**WORK ORDER**.
Looking through the listing, how many of its lines hold the word "Perio"? Answer with only the number.

**DATA SECTION**.

──────────────────────────────

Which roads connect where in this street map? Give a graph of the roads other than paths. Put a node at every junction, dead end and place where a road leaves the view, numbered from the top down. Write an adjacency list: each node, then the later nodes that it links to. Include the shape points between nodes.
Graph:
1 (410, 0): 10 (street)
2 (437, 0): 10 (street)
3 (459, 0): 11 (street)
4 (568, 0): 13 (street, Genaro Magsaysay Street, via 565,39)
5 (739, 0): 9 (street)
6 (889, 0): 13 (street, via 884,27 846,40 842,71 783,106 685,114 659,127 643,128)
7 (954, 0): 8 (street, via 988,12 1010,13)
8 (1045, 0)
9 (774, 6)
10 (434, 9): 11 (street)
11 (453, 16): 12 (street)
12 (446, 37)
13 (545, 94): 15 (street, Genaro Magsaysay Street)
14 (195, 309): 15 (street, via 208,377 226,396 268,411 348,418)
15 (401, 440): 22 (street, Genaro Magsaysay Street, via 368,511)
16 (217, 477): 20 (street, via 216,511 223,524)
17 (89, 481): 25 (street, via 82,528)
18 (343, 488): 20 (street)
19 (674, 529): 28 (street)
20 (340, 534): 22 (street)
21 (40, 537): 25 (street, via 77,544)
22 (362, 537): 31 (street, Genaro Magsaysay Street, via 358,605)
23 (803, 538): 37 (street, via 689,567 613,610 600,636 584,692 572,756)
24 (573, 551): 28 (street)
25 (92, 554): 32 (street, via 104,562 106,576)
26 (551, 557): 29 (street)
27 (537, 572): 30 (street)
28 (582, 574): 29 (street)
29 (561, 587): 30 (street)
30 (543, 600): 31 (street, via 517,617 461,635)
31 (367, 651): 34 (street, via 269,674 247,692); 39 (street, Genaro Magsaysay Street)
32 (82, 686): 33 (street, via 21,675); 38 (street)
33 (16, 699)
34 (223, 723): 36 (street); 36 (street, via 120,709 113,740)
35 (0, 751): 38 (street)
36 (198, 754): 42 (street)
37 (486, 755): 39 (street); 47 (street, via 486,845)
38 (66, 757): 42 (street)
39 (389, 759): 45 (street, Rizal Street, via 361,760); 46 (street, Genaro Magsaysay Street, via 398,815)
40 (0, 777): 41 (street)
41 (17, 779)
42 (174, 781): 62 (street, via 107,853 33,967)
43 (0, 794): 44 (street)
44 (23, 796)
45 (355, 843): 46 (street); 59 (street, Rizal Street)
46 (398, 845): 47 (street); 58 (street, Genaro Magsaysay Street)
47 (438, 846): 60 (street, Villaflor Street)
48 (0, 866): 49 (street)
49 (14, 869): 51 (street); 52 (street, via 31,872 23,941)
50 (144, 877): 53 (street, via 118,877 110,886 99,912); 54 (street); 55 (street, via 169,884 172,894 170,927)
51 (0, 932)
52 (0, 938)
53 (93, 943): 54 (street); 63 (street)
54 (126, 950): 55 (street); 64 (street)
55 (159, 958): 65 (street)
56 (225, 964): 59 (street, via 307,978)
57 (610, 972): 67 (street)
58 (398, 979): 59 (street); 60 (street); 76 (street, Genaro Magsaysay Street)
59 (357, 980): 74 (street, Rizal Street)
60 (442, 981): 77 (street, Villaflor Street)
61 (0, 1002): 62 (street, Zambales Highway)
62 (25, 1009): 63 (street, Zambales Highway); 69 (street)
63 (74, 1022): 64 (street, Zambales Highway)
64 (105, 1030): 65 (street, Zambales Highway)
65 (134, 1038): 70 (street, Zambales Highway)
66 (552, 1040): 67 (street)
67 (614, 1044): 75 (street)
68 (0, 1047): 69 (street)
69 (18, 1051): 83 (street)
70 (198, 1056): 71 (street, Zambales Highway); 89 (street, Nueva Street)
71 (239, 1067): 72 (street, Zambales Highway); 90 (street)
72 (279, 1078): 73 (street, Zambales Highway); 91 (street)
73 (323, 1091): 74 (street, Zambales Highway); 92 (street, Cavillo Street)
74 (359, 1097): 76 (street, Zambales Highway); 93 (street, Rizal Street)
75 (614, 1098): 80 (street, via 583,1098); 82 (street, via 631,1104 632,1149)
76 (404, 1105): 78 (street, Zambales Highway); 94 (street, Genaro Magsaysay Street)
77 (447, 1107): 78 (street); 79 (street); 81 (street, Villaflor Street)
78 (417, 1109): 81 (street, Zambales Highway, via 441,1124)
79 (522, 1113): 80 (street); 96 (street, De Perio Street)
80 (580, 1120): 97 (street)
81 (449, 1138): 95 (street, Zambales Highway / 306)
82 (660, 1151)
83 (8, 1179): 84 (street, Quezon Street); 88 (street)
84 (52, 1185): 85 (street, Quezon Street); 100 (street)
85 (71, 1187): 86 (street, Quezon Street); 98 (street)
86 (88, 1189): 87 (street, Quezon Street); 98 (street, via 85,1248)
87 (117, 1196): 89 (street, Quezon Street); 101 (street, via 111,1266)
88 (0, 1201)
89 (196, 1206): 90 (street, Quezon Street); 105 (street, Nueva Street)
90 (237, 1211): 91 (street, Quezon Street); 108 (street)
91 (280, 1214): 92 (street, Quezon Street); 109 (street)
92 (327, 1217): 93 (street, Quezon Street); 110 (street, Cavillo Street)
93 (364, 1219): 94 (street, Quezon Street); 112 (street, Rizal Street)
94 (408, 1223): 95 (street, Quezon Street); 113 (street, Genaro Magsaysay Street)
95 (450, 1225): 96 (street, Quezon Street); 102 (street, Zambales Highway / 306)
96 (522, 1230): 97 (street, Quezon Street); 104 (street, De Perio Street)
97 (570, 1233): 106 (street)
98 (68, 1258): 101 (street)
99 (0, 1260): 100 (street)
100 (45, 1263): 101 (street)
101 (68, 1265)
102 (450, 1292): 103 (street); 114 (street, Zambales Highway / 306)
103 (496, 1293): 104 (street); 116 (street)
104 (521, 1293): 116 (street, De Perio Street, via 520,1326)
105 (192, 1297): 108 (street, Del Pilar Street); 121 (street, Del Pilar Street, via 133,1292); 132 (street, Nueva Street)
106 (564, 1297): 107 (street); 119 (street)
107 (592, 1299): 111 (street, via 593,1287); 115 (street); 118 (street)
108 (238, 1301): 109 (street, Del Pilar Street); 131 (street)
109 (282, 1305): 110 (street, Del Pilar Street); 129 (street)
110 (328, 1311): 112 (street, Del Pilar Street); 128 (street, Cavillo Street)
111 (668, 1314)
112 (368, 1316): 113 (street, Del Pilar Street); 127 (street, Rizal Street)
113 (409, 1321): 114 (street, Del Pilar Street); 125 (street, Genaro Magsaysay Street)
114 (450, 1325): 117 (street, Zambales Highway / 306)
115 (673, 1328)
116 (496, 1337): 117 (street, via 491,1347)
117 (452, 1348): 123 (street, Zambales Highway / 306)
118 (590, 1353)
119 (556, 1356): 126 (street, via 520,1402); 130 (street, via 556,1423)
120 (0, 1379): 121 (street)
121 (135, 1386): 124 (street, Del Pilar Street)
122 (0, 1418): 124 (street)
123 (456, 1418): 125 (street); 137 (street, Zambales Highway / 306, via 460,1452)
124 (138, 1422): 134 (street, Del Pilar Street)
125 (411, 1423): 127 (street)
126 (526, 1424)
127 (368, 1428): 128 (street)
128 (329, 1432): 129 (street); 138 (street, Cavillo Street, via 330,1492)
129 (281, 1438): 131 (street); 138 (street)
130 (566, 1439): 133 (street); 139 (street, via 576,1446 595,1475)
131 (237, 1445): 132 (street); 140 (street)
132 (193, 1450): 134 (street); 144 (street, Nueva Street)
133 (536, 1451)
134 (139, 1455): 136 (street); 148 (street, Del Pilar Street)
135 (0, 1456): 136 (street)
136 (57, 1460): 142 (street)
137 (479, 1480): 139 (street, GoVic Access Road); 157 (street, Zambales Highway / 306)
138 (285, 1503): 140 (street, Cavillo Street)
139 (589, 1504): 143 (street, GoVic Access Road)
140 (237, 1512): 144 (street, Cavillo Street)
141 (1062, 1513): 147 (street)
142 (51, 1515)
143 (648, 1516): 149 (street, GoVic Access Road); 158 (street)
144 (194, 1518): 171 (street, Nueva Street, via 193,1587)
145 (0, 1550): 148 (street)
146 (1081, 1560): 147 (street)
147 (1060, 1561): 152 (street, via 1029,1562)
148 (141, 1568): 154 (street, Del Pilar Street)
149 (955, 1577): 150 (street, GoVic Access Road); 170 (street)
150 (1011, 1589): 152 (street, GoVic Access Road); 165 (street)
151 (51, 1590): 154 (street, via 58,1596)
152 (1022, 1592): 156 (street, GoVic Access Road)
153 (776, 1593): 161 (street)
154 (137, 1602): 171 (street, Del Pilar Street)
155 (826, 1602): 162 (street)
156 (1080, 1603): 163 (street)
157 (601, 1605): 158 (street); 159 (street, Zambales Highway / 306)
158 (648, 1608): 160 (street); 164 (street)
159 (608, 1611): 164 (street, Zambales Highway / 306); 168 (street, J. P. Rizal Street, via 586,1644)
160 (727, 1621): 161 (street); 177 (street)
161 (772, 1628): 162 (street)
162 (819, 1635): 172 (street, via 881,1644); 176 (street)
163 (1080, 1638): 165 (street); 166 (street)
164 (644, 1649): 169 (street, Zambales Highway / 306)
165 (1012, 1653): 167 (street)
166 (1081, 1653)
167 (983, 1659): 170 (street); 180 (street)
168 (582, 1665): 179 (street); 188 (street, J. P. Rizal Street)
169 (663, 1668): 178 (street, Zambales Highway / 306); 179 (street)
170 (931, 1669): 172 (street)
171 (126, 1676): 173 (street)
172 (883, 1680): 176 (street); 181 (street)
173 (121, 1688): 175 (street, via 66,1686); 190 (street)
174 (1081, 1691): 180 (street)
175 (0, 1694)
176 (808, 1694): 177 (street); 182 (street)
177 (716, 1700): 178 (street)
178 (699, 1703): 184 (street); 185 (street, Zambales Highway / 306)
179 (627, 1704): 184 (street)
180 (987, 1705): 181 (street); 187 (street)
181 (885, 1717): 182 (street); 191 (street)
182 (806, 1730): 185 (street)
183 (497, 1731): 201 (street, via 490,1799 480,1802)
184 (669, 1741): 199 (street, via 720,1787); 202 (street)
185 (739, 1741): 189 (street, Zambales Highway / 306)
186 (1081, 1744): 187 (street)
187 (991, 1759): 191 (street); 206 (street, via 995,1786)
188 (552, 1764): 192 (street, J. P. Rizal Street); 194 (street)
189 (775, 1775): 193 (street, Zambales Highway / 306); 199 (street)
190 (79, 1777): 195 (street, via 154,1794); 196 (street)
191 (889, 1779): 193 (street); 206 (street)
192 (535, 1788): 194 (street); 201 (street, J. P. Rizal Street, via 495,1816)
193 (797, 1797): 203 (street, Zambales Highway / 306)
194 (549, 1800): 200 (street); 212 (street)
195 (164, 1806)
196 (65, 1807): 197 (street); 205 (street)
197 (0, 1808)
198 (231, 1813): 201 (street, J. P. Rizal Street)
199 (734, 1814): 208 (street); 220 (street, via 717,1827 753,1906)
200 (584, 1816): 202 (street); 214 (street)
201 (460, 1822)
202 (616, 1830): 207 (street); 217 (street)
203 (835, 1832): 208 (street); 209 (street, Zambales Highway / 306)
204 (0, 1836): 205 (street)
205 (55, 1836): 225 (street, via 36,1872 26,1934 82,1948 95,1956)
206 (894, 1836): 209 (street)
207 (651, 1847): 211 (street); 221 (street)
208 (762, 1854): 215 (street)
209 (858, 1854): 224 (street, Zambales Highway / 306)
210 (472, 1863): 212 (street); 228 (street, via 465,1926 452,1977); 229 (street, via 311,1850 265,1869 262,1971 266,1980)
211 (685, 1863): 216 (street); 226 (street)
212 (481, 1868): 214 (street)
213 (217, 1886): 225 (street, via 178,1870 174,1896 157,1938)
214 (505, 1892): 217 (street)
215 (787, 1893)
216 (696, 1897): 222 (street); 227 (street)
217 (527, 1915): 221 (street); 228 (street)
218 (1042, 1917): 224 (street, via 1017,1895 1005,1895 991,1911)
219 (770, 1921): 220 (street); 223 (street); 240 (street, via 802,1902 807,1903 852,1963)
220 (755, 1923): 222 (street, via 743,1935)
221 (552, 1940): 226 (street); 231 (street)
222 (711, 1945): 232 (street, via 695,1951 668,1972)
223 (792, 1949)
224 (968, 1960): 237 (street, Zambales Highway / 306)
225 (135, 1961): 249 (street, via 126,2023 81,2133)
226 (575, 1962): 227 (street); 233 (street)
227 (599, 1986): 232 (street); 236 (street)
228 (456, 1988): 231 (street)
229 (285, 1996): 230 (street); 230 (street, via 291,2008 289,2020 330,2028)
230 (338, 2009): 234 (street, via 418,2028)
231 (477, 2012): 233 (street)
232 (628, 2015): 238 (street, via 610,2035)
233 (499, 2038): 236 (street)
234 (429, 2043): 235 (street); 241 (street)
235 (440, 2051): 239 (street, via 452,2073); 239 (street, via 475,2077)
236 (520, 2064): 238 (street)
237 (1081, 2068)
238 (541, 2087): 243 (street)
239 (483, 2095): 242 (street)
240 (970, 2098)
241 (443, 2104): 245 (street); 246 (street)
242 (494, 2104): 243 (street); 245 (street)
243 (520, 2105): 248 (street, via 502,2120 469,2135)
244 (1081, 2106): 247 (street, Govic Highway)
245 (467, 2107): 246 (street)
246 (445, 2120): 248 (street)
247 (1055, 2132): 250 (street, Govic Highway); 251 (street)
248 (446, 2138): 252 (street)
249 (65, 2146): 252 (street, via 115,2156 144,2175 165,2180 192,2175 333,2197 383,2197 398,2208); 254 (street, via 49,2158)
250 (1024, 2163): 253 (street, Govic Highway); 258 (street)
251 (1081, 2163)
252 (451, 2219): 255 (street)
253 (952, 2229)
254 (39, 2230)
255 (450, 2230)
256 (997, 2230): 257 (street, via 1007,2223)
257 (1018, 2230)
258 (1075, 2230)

──────────────────────────────

**RESPONSE BELOW**.
3